» **Work task**
Nothing in the records may be altered. Repeat them in full.

Extracted records
☆ ☆ ☆ ☆ ☆ ☆ ☆

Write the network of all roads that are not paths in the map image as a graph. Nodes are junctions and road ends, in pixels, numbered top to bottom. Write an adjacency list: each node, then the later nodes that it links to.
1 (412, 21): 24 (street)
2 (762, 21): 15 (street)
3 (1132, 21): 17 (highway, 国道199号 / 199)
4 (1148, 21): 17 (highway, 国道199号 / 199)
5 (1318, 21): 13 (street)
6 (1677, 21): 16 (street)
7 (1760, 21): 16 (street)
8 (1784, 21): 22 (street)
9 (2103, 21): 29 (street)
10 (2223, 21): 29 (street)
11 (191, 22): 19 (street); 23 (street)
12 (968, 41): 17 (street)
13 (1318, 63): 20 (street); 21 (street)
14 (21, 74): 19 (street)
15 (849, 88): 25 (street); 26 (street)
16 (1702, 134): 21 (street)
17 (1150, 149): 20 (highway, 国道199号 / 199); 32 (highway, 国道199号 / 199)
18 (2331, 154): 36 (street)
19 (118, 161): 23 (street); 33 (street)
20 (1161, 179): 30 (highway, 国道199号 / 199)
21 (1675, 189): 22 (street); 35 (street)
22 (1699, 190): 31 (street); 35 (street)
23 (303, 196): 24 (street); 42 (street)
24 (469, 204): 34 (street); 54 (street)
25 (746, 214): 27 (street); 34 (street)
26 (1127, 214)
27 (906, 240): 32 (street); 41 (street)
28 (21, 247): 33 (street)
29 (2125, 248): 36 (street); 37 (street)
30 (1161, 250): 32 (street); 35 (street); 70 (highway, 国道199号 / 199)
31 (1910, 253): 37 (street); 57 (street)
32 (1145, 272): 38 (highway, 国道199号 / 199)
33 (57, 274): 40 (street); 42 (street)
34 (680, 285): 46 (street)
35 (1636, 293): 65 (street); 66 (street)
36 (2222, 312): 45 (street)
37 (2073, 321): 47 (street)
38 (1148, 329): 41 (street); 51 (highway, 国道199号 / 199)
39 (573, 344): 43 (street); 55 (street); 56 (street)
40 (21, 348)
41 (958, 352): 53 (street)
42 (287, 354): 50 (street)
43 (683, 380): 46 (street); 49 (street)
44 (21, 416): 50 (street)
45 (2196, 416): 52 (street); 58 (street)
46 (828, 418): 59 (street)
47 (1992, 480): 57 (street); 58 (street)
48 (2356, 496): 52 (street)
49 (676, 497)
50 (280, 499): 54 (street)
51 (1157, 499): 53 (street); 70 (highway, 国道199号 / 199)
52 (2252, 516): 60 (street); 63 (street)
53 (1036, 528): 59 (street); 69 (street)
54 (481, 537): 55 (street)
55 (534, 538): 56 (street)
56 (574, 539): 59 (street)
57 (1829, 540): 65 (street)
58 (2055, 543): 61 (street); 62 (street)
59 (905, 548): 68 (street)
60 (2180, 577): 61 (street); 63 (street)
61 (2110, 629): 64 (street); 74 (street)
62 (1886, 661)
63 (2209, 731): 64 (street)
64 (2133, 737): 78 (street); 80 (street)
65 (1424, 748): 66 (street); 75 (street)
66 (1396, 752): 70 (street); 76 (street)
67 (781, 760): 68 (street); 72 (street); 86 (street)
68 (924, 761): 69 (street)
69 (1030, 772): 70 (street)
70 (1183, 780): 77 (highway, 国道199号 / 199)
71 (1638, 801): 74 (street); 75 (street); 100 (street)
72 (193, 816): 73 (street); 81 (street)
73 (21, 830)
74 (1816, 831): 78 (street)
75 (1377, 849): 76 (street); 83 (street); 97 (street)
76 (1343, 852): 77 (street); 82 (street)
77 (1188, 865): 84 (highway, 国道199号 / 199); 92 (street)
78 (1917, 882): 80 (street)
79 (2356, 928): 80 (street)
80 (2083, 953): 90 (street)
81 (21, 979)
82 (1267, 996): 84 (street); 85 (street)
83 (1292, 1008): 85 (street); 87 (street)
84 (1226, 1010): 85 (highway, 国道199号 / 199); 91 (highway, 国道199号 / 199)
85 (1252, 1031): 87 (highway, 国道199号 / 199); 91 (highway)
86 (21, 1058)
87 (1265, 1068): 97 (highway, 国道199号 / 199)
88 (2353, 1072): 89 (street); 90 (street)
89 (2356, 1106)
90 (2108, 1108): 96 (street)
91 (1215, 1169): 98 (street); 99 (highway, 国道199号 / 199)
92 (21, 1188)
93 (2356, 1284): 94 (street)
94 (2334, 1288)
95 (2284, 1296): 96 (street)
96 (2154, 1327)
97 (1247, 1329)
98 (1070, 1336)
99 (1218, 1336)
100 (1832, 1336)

☆ ☆ ☆ ☆ ☆ ☆ ☆

» **Answer section**
Write the network of all roads that are not paths in the map image as a graph. Nodes are junctions and road ends, in pixels, numbered top to bottom. Write an adjacency list: each node, then the later nodes that it links to.
1 (412, 21): 24 (street)
2 (762, 21): 15 (street)
3 (1132, 21): 17 (highway, 国道199号 / 199)
4 (1148, 21): 17 (highway, 国道199号 / 199)
5 (1318, 21): 13 (street)
6 (1677, 21): 16 (street)
7 (1760, 21): 16 (street)
8 (1784, 21): 22 (street)
9 (2103, 21): 29 (street)
10 (2223, 21): 29 (street)
11 (191, 22): 19 (street); 23 (street)
12 (968, 41): 17 (street)
13 (1318, 63): 20 (street); 21 (street)
14 (21, 74): 19 (street)
15 (849, 88): 25 (street); 26 (street)
16 (1702, 134): 21 (street)
17 (1150, 149): 20 (highway, 国道199号 / 199); 32 (highway, 国道199号 / 199)
18 (2331, 154): 36 (street)
19 (118, 161): 23 (street); 33 (street)
20 (1161, 179): 30 (highway, 国道199号 / 199)
21 (1675, 189): 22 (street); 35 (street)
22 (1699, 190): 31 (street); 35 (street)
23 (303, 196): 24 (street); 42 (street)
24 (469, 204): 34 (street); 54 (street)
25 (746, 214): 27 (street); 34 (street)
26 (1127, 214)
27 (906, 240): 32 (street); 41 (street)
28 (21, 247): 33 (street)
29 (2125, 248): 36 (street); 37 (street)
30 (1161, 250): 32 (street); 35 (street); 70 (highway, 国道199号 / 199)
31 (1910, 253): 37 (street); 57 (street)
32 (1145, 272): 38 (highway, 国道199号 / 199)
33 (57, 274): 40 (street); 42 (street)
34 (680, 285): 46 (street)
35 (1636, 293): 65 (street); 66 (street)
36 (2222, 312): 45 (street)
37 (2073, 321): 47 (street)
38 (1148, 329): 41 (street); 51 (highway, 国道199号 / 199)
39 (573, 344): 43 (street); 55 (street); 56 (street)
40 (21, 348)
41 (958, 352): 53 (street)
42 (287, 354): 50 (street)
43 (683, 380): 46 (street); 49 (street)
44 (21, 416): 50 (street)
45 (2196, 416): 52 (street); 58 (street)
46 (828, 418): 59 (street)
47 (1992, 480): 57 (street); 58 (street)
48 (2356, 496): 52 (street)
49 (676, 497)
50 (280, 499): 54 (street)
51 (1157, 499): 53 (street); 70 (highway, 国道199号 / 199)
52 (2252, 516): 60 (street); 63 (street)
53 (1036, 528): 59 (street); 69 (street)
54 (481, 537): 55 (street)
55 (534, 538): 56 (street)
56 (574, 539): 59 (street)
57 (1829, 540): 65 (street)
58 (2055, 543): 61 (street); 62 (street)
59 (905, 548): 68 (street)
60 (2180, 577): 61 (street); 63 (street)
61 (2110, 629): 64 (street); 74 (street)
62 (1886, 661)
63 (2209, 731): 64 (street)
64 (2133, 737): 78 (street); 80 (street)
65 (1424, 748): 66 (street); 75 (street)
66 (1396, 752): 70 (street); 76 (street)
67 (781, 760): 68 (street); 72 (street); 86 (street)
68 (924, 761): 69 (street)
69 (1030, 772): 70 (street)
70 (1183, 780): 77 (highway, 国道199号 / 199)
71 (1638, 801): 74 (street); 75 (street); 100 (street)
72 (193, 816): 73 (street); 81 (street)
73 (21, 830)
74 (1816, 831): 78 (street)
75 (1377, 849): 76 (street); 83 (street); 97 (street)
76 (1343, 852): 77 (street); 82 (street)
77 (1188, 865): 84 (highway, 国道199号 / 199); 92 (street)
78 (1917, 882): 80 (street)
79 (2356, 928): 80 (street)
80 (2083, 953): 90 (street)
81 (21, 979)
82 (1267, 996): 84 (street); 85 (street)
83 (1292, 1008): 85 (street); 87 (street)
84 (1226, 1010): 85 (highway, 国道199号 / 199); 91 (highway, 国道199号 / 199)
85 (1252, 1031): 87 (highway, 国道199号 / 199); 91 (highway)
86 (21, 1058)
87 (1265, 1068): 97 (highway, 国道199号 / 199)
88 (2353, 1072): 89 (street); 90 (street)
89 (2356, 1106)
90 (2108, 1108): 96 (street)
91 (1215, 1169): 98 (street); 99 (highway, 国道199号 / 199)
92 (21, 1188)
93 (2356, 1284): 94 (street)
94 (2334, 1288)
95 (2284, 1296): 96 (street)
96 (2154, 1327)
97 (1247, 1329)
98 (1070, 1336)
99 (1218, 1336)
100 (1832, 1336)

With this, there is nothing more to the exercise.